↓↓↓

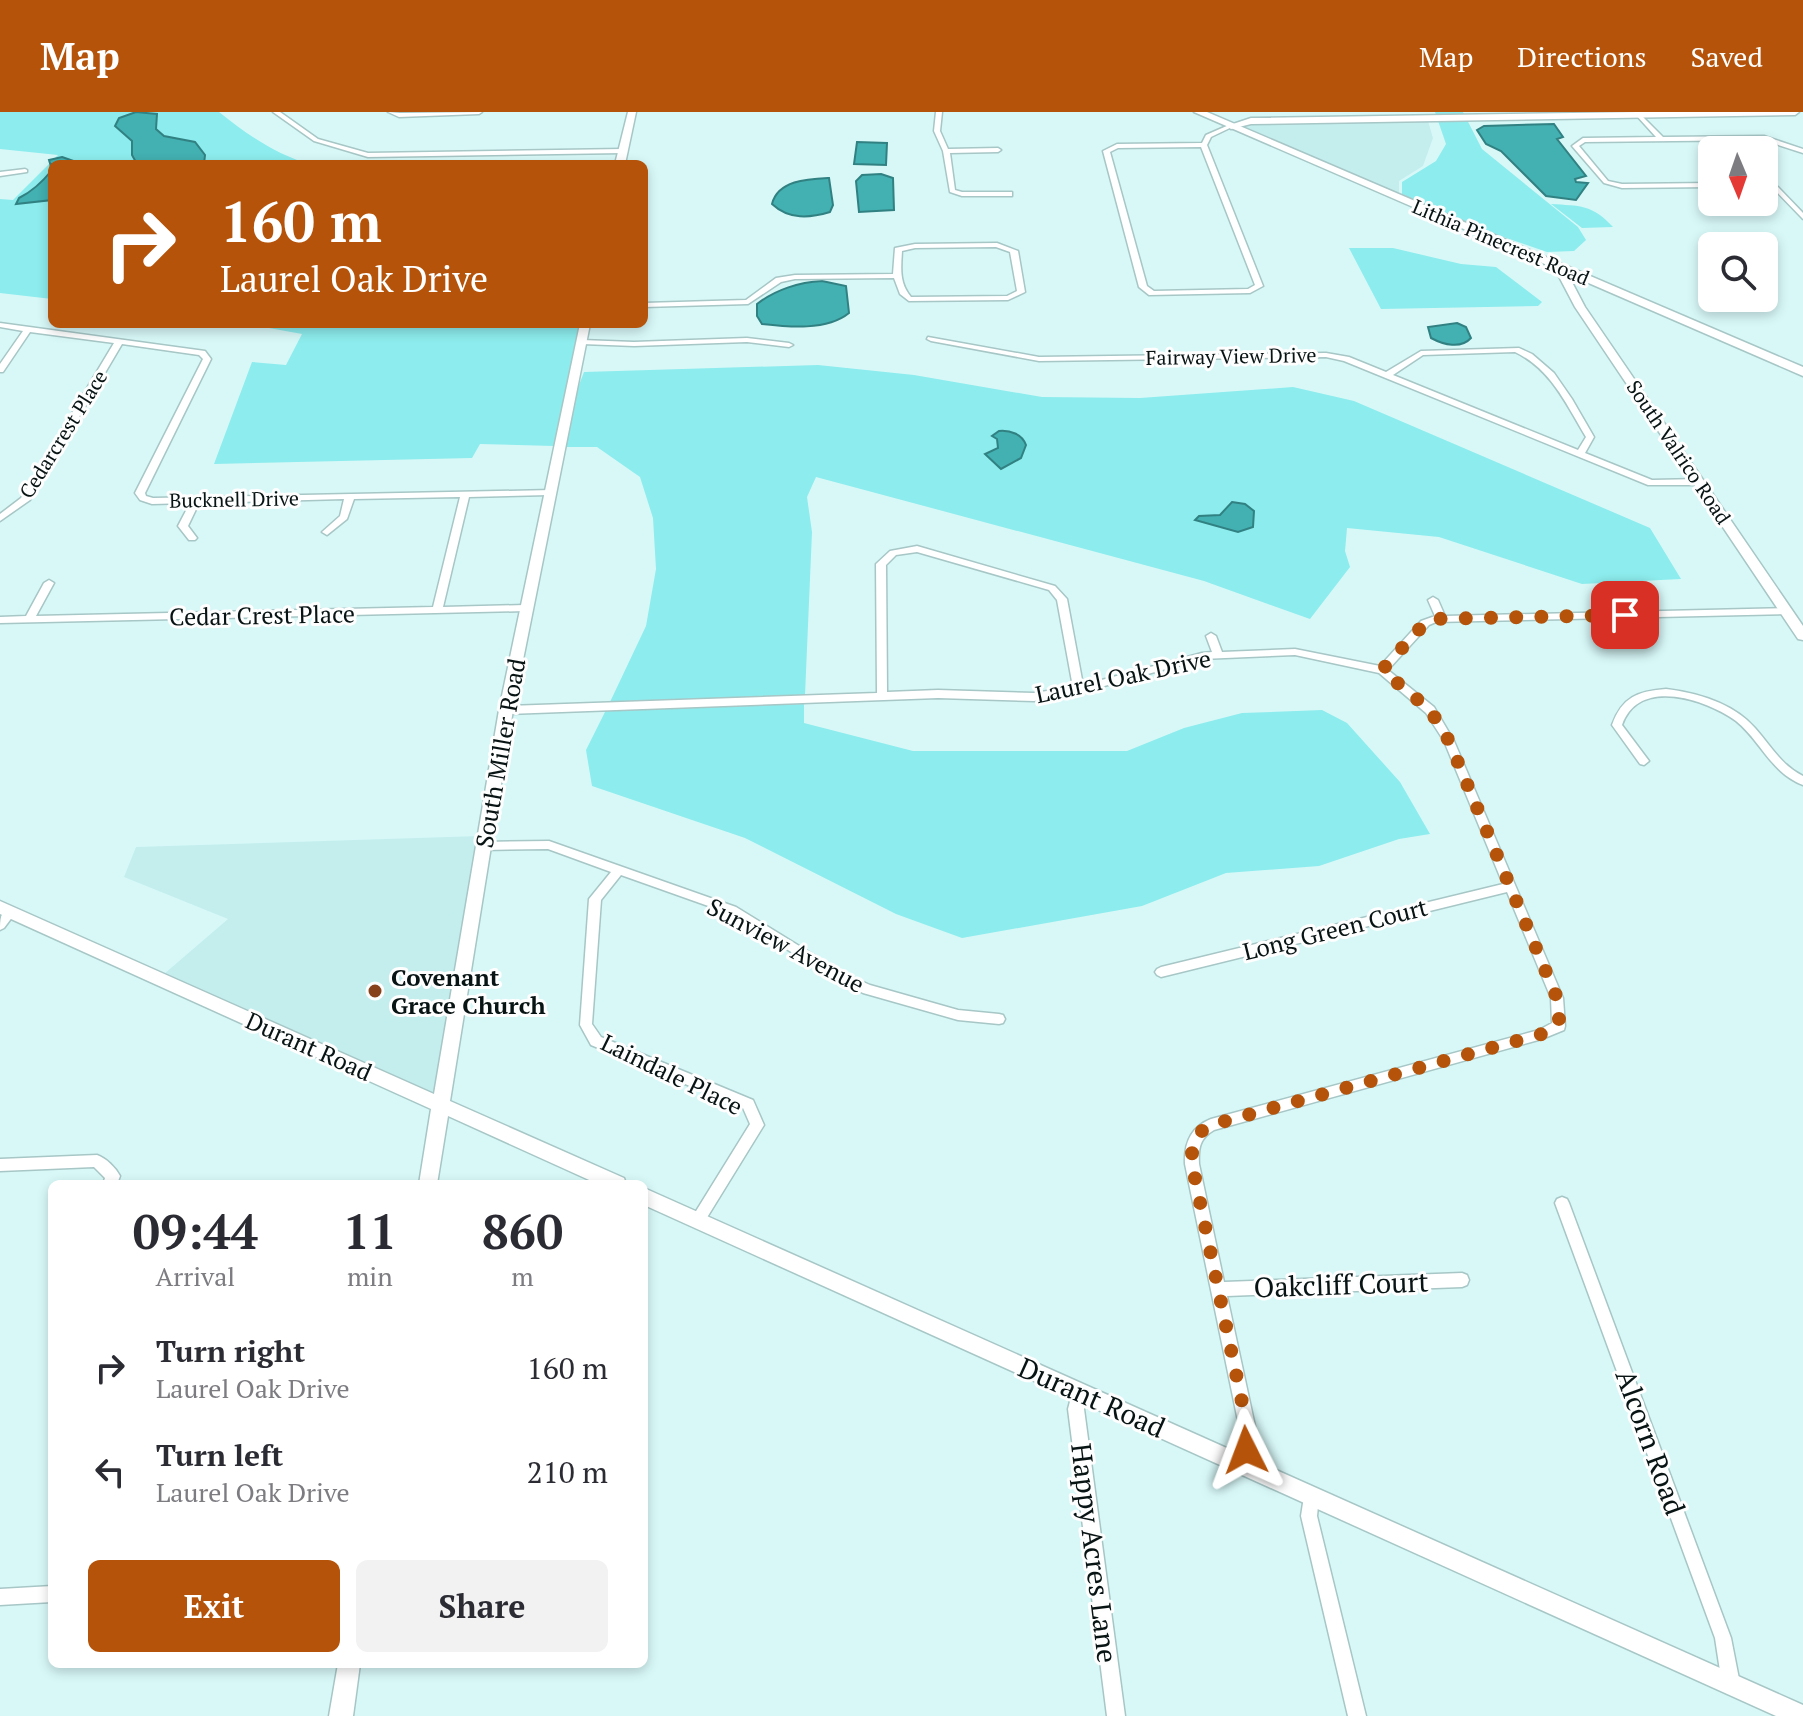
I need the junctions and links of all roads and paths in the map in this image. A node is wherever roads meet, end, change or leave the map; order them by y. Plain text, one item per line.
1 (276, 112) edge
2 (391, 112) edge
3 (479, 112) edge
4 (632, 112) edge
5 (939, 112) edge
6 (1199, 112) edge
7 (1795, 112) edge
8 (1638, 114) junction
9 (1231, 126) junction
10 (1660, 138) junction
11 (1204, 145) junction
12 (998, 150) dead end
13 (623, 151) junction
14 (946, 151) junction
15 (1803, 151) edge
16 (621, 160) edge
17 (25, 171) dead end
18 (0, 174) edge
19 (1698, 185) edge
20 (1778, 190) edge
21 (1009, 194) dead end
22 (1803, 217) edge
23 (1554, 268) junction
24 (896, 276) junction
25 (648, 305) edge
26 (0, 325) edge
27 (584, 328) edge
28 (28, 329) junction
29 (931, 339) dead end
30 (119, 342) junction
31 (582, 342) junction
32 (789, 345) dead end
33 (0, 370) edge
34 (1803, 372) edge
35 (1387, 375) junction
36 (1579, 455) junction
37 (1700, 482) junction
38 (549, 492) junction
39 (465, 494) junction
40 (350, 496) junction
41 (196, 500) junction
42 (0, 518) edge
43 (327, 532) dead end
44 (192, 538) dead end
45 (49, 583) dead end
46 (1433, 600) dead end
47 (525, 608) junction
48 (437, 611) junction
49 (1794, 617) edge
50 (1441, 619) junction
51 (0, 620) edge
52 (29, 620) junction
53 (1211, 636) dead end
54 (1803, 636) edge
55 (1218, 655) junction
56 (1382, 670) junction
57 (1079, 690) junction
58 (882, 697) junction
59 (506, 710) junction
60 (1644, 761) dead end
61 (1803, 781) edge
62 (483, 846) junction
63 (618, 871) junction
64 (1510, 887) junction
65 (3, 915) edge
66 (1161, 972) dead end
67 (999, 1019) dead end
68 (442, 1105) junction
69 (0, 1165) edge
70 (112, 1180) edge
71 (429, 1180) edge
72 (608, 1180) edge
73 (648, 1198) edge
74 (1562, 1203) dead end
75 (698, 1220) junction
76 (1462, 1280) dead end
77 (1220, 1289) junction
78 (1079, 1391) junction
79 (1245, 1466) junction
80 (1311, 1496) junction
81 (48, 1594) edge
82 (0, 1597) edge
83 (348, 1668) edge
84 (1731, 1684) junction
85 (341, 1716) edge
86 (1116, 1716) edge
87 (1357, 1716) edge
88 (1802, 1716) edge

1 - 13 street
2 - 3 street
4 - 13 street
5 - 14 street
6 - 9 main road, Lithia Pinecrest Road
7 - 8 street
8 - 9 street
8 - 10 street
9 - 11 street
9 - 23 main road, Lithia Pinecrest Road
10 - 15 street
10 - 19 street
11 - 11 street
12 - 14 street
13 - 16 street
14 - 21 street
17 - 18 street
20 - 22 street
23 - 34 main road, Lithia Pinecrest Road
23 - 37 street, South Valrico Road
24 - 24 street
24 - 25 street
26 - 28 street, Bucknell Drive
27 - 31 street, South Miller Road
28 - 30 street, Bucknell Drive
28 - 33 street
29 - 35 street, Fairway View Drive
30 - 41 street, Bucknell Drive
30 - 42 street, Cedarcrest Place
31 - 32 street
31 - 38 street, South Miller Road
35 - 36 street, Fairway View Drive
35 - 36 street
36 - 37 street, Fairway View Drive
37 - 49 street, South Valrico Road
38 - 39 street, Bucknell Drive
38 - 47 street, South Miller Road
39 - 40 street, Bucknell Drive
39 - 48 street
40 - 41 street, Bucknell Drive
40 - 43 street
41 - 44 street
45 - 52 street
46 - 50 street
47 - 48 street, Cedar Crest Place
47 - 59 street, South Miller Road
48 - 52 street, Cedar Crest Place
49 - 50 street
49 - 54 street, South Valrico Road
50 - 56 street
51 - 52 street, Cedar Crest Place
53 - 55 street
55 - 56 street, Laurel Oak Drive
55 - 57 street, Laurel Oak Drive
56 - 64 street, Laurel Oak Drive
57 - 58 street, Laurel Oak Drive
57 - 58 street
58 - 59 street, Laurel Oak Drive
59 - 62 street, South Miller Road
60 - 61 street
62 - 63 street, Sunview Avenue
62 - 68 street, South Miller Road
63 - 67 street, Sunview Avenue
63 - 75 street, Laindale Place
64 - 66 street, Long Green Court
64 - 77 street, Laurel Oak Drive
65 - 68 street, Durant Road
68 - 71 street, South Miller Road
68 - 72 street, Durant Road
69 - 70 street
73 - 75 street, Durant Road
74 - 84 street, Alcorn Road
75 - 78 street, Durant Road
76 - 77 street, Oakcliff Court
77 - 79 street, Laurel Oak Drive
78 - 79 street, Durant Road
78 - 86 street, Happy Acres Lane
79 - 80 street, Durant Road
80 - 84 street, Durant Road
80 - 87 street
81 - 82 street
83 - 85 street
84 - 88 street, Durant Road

↑↑↑

> _What you have to do_
Nothing but the text of the listing should be set down, exactly, with the pictures left behind.

> _Answer space_
I need the junctions and links of all roads and paths in the map in this image. A node is wherever roads meet, end, change or leave the map; order them by y. Plain text, one item per line.
1 (276, 112) edge
2 (391, 112) edge
3 (479, 112) edge
4 (632, 112) edge
5 (939, 112) edge
6 (1199, 112) edge
7 (1795, 112) edge
8 (1638, 114) junction
9 (1231, 126) junction
10 (1660, 138) junction
11 (1204, 145) junction
12 (998, 150) dead end
13 (623, 151) junction
14 (946, 151) junction
15 (1803, 151) edge
16 (621, 160) edge
17 (25, 171) dead end
18 (0, 174) edge
19 (1698, 185) edge
20 (1778, 190) edge
21 (1009, 194) dead end
22 (1803, 217) edge
23 (1554, 268) junction
24 (896, 276) junction
25 (648, 305) edge
26 (0, 325) edge
27 (584, 328) edge
28 (28, 329) junction
29 (931, 339) dead end
30 (119, 342) junction
31 (582, 342) junction
32 (789, 345) dead end
33 (0, 370) edge
34 (1803, 372) edge
35 (1387, 375) junction
36 (1579, 455) junction
37 (1700, 482) junction
38 (549, 492) junction
39 (465, 494) junction
40 (350, 496) junction
41 (196, 500) junction
42 (0, 518) edge
43 (327, 532) dead end
44 (192, 538) dead end
45 (49, 583) dead end
46 (1433, 600) dead end
47 (525, 608) junction
48 (437, 611) junction
49 (1794, 617) edge
50 (1441, 619) junction
51 (0, 620) edge
52 (29, 620) junction
53 (1211, 636) dead end
54 (1803, 636) edge
55 (1218, 655) junction
56 (1382, 670) junction
57 (1079, 690) junction
58 (882, 697) junction
59 (506, 710) junction
60 (1644, 761) dead end
61 (1803, 781) edge
62 (483, 846) junction
63 (618, 871) junction
64 (1510, 887) junction
65 (3, 915) edge
66 (1161, 972) dead end
67 (999, 1019) dead end
68 (442, 1105) junction
69 (0, 1165) edge
70 (112, 1180) edge
71 (429, 1180) edge
72 (608, 1180) edge
73 (648, 1198) edge
74 (1562, 1203) dead end
75 (698, 1220) junction
76 (1462, 1280) dead end
77 (1220, 1289) junction
78 (1079, 1391) junction
79 (1245, 1466) junction
80 (1311, 1496) junction
81 (48, 1594) edge
82 (0, 1597) edge
83 (348, 1668) edge
84 (1731, 1684) junction
85 (341, 1716) edge
86 (1116, 1716) edge
87 (1357, 1716) edge
88 (1802, 1716) edge

1 - 13 street
2 - 3 street
4 - 13 street
5 - 14 street
6 - 9 main road, Lithia Pinecrest Road
7 - 8 street
8 - 9 street
8 - 10 street
9 - 11 street
9 - 23 main road, Lithia Pinecrest Road
10 - 15 street
10 - 19 street
11 - 11 street
12 - 14 street
13 - 16 street
14 - 21 street
17 - 18 street
20 - 22 street
23 - 34 main road, Lithia Pinecrest Road
23 - 37 street, South Valrico Road
24 - 24 street
24 - 25 street
26 - 28 street, Bucknell Drive
27 - 31 street, South Miller Road
28 - 30 street, Bucknell Drive
28 - 33 street
29 - 35 street, Fairway View Drive
30 - 41 street, Bucknell Drive
30 - 42 street, Cedarcrest Place
31 - 32 street
31 - 38 street, South Miller Road
35 - 36 street, Fairway View Drive
35 - 36 street
36 - 37 street, Fairway View Drive
37 - 49 street, South Valrico Road
38 - 39 street, Bucknell Drive
38 - 47 street, South Miller Road
39 - 40 street, Bucknell Drive
39 - 48 street
40 - 41 street, Bucknell Drive
40 - 43 street
41 - 44 street
45 - 52 street
46 - 50 street
47 - 48 street, Cedar Crest Place
47 - 59 street, South Miller Road
48 - 52 street, Cedar Crest Place
49 - 50 street
49 - 54 street, South Valrico Road
50 - 56 street
51 - 52 street, Cedar Crest Place
53 - 55 street
55 - 56 street, Laurel Oak Drive
55 - 57 street, Laurel Oak Drive
56 - 64 street, Laurel Oak Drive
57 - 58 street, Laurel Oak Drive
57 - 58 street
58 - 59 street, Laurel Oak Drive
59 - 62 street, South Miller Road
60 - 61 street
62 - 63 street, Sunview Avenue
62 - 68 street, South Miller Road
63 - 67 street, Sunview Avenue
63 - 75 street, Laindale Place
64 - 66 street, Long Green Court
64 - 77 street, Laurel Oak Drive
65 - 68 street, Durant Road
68 - 71 street, South Miller Road
68 - 72 street, Durant Road
69 - 70 street
73 - 75 street, Durant Road
74 - 84 street, Alcorn Road
75 - 78 street, Durant Road
76 - 77 street, Oakcliff Court
77 - 79 street, Laurel Oak Drive
78 - 79 street, Durant Road
78 - 86 street, Happy Acres Lane
79 - 80 street, Durant Road
80 - 84 street, Durant Road
80 - 87 street
81 - 82 street
83 - 85 street
84 - 88 street, Durant Road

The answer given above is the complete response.